Armin Linke’s work poses a larger question of the nature of images. Today, as photography has become much more than a mere representation of reality, but an ambiguous reality onto its own, the exhibition maintains an attitude critical towards the image as a sublayer. Intending to avoid the clichés formed during the last 15 years in the representation of Soviet modernism, whereby the modernist buildings are portrayed out of context, and glorified as remnants of an exotic, remote and extinguished culture, Armin Linke’s photographs aim—rather than immortalizing the passing beauty of Tashkent modernism—to highlight its contemporary value, at times intrinsic and at times acquired. Similarly to Agamben’s contemporaneity, defined as the “relationship with (own) time that adheres to it through a displacement and an anachronism”, these buildings, built between 1960s and early 1990s, are seen as powerful metaphors to reinterpret the present day Tashkent.
The archive includes fragments of research materials, analytical and preservation processes. Departing from a specific building, it articulates the key themes for understanding Soviet modernism: the relationship between the center and the periphery; the role of institutions; typological, technological and materials experimentation; the competition between republics; the ideology, the orientalism, post-independence transformations and the contemporary condition. The archive also elucidates the repertoire of preservation strategies that have been developed specifically for Tashkent.

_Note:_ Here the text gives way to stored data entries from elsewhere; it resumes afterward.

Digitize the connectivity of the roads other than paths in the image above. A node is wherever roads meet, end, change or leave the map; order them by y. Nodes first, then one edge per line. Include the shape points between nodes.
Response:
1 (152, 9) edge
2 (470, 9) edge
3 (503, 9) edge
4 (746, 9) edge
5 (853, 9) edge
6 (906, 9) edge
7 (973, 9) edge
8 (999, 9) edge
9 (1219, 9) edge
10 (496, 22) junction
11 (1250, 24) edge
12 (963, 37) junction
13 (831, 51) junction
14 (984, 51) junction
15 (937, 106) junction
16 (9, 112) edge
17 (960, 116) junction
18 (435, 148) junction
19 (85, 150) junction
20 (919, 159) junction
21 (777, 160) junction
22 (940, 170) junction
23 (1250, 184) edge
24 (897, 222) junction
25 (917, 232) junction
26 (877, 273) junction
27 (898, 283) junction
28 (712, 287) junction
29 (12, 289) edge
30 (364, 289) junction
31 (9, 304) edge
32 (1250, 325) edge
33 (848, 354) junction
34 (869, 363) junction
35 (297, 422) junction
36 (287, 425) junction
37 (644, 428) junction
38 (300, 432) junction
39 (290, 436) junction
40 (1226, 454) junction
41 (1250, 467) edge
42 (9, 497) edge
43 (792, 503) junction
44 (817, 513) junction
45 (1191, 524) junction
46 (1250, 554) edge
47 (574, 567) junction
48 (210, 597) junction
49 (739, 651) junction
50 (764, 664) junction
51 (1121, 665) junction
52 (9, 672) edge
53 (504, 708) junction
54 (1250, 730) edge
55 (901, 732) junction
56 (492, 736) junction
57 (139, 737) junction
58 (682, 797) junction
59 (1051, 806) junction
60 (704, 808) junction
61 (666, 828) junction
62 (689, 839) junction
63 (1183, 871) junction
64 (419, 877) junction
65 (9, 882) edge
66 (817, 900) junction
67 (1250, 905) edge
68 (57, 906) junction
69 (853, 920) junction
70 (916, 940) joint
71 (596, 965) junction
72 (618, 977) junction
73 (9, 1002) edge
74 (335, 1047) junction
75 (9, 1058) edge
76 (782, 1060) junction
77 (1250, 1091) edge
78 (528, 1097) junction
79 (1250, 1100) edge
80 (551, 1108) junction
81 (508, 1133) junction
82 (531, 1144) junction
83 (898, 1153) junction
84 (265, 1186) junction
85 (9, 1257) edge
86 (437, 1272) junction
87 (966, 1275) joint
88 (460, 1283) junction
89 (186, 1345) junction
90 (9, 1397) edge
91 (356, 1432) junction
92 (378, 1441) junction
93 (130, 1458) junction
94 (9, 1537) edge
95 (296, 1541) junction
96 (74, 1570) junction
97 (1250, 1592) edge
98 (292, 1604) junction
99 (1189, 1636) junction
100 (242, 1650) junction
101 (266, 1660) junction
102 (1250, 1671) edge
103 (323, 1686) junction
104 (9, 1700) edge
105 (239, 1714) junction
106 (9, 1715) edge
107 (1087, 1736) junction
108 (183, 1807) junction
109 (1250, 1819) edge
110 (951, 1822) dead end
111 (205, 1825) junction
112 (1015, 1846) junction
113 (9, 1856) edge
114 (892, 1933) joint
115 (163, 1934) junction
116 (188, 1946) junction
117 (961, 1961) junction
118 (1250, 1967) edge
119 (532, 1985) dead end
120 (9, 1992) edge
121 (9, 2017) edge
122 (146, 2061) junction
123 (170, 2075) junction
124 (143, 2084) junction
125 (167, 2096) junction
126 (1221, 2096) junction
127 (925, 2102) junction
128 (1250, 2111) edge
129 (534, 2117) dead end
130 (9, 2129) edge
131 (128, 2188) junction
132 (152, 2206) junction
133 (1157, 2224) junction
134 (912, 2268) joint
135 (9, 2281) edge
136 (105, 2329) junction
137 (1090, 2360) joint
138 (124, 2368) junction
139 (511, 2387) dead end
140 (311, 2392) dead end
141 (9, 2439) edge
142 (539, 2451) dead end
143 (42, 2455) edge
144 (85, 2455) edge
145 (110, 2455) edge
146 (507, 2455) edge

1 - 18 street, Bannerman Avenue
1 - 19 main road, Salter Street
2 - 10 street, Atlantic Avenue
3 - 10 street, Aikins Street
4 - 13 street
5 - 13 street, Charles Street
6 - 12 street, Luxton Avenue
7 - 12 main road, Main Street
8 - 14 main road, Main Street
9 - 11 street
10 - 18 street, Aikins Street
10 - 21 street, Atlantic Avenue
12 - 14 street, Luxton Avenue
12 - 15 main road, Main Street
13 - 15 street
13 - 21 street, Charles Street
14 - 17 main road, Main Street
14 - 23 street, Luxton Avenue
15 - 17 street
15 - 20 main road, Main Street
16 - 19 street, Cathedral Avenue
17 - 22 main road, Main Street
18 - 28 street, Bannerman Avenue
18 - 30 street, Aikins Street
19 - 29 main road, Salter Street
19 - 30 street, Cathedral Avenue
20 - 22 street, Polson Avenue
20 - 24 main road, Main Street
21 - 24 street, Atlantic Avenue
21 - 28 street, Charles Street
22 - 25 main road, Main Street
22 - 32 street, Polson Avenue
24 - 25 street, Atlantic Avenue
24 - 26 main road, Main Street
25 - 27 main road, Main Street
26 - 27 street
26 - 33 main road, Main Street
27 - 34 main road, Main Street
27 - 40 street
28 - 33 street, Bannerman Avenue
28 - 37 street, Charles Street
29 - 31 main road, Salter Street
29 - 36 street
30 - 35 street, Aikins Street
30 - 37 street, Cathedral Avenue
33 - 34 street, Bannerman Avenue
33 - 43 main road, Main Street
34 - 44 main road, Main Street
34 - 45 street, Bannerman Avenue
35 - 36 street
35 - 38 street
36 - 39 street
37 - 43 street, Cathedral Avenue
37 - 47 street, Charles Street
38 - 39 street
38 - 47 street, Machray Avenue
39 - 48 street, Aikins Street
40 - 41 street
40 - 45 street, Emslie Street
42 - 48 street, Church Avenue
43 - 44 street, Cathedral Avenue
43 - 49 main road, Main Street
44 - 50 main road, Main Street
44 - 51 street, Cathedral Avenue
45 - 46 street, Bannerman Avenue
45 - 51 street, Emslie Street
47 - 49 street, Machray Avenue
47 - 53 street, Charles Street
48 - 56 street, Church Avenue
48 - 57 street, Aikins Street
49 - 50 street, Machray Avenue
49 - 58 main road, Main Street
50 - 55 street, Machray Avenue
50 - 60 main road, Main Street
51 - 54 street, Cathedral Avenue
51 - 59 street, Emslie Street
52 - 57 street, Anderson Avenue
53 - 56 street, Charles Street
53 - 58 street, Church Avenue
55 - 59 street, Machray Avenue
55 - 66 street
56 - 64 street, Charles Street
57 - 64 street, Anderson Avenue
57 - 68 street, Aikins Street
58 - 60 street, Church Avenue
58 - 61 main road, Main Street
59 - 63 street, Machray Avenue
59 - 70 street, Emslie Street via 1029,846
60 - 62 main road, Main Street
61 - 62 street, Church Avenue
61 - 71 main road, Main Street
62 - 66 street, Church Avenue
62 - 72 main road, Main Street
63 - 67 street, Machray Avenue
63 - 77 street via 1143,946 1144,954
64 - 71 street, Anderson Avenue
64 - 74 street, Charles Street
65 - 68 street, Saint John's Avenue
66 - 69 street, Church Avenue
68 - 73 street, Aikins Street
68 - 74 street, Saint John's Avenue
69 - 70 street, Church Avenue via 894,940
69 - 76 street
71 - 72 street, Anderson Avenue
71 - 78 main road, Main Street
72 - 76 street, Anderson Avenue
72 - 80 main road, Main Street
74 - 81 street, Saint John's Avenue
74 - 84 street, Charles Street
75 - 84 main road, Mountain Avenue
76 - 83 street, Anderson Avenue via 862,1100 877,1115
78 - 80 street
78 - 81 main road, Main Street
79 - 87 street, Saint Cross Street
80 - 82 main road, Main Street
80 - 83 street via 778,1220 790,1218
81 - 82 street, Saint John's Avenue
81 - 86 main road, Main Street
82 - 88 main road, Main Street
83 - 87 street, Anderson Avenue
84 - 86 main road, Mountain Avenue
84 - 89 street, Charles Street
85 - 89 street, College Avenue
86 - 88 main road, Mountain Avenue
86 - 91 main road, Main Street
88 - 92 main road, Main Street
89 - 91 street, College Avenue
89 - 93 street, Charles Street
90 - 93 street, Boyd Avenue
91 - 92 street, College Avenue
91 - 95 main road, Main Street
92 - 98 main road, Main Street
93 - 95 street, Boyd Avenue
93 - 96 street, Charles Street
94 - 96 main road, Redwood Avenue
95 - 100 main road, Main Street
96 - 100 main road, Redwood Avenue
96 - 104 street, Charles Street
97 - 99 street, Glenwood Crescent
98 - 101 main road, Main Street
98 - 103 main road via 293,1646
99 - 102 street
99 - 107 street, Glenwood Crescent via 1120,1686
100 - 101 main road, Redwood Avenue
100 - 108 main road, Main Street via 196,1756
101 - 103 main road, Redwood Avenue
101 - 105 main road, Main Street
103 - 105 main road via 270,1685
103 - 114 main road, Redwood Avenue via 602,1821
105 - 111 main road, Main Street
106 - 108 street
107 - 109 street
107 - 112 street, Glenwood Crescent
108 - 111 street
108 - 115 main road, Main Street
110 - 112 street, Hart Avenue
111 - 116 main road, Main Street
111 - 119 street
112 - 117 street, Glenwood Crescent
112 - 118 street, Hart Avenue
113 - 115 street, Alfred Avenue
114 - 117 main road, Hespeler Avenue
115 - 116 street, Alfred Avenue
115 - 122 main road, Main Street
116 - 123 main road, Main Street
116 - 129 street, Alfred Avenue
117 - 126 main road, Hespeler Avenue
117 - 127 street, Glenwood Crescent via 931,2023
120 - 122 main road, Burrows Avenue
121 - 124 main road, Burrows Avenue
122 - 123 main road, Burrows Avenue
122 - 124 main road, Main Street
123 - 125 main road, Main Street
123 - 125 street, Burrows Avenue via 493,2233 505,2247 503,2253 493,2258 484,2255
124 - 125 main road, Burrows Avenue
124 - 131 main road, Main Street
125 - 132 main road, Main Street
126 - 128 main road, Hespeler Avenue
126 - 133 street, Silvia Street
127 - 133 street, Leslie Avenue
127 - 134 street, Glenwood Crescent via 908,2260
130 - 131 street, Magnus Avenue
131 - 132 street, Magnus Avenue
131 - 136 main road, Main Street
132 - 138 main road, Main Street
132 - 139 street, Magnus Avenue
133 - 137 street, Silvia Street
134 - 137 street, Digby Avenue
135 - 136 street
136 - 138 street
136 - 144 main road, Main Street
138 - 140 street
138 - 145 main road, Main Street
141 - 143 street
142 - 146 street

The first step in implementing the preservation effort is to assure the protection of selected buildings through including them in the national list of monuments and describing their significance. Likewise the preservation and modernization of one of the studied buildings—the former Republican House of Tourism to become the new French Center and Center for Restoration of Art—will soon enter the construction phase. Finally, the Cultural (Modernist) route, connecting the city’s modernist buildings, will be developed as a thematic intervention and will start operating through a mobile app.
Events
Index: lecture by Armin Linke: April 17, 2–3pm. Lecture by Armin Linke followed by a conversation with Ekaterina Golovatyuk.
Preserving Modernism: April 19, 1:30–3pm. Preserving Modernism: a conversation between Gayane Umerova, Rem Koolhaas and Jean-Louis Cohen.
Towards a Conservation Management Plan for Tashkent: April 20, 3–4:30pm. Conversation with Davide del Curto, Andrea Gritti, Nicola Russi and Boris Chukhovich.
Soviet modernisms. Stories of Appropriation and Engagement: April 21, 2–3:30pm. Lectures and a conversation between Ruben Arevshatyan, Nini Palavandishvili and Boris Chukhovich.